Prime Minister Macdonald authorized new Residential Schools and granted government funds for those already in place. Macdonald was very clear about the need to break the connection between the students and their communities: “When the school is on the reserve, the child lives with his parents who are savages; savages surround him, and though he may learn to read and write, his habits and training and mode of thought are Indian. He is simply a savage who can read and write.”

Even international figures like peace apostle Gandhi meet the same fate.

His alleged racist conducts against the Blacks in South Africa are the latest revelations triggering the razing of his statues on the country’s university campuses.

Statues are installed in most instances because there is some politics behind them. That involves cashing in on the sentiments of the public by politicians.

An example of that is the new mammoth statue of Sardar Vallabhbhai Patel in Gujarat. He served as the deputy prime minister of India after the Independence. Modi, the current one, wanted to raise the statue structure to a record-breaking new height in the world by installing the figure to match with the “Iron man’s” image of a strong leader.

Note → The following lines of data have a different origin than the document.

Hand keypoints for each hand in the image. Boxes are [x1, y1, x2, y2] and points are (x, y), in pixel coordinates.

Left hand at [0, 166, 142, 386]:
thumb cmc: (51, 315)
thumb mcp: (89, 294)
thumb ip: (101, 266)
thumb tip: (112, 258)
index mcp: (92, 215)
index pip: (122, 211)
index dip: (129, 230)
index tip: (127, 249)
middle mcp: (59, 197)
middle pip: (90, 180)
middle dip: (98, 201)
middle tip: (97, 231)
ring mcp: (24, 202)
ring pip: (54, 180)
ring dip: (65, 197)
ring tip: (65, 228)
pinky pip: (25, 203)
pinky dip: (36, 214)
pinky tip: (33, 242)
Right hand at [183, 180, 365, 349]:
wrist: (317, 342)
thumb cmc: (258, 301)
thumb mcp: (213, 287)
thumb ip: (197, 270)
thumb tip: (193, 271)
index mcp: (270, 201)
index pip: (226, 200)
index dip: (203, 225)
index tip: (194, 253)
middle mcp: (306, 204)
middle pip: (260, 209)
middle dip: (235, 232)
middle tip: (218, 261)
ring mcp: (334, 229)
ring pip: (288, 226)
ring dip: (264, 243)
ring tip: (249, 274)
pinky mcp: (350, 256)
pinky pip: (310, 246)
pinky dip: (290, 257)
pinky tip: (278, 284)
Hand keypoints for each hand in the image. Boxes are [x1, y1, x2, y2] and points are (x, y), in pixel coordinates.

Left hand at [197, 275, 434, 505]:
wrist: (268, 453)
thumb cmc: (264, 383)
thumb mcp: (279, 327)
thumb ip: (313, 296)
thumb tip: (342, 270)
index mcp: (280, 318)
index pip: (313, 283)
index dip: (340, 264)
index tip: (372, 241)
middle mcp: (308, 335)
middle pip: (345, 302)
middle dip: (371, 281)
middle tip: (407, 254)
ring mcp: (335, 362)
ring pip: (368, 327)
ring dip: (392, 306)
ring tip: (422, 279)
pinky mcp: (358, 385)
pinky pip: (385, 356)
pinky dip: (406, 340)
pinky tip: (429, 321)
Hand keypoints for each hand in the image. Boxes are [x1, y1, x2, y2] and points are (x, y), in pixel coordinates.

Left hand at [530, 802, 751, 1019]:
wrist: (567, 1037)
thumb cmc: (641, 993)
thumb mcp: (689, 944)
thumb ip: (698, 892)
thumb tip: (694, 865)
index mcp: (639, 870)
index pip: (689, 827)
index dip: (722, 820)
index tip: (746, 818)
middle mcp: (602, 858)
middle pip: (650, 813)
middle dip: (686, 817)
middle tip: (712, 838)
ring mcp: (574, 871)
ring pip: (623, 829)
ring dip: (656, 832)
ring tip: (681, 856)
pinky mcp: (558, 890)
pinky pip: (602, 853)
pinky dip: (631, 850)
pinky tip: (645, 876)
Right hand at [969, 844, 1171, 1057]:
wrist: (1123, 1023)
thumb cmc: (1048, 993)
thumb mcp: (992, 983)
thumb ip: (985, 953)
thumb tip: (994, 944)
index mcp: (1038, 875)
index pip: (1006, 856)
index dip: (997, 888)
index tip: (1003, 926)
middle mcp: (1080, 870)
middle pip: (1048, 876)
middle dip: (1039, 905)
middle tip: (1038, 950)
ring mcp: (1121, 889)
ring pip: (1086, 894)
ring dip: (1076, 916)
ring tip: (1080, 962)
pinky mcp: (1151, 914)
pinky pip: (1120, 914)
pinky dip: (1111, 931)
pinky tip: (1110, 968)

Statues are expensive to build with public-funded money and are costly to maintain for their wear and tear and occasional head-to-toe scrubbing. They need regular pressure wash until the time comes due to public pressure for their deportation to the museum of disgraced and dead statues.

And this is where the birds have their rights, too, against the statue removal activists and protestors. Birds, smart as they are, love statues, good or bad, indiscriminately while delivering the proper justice.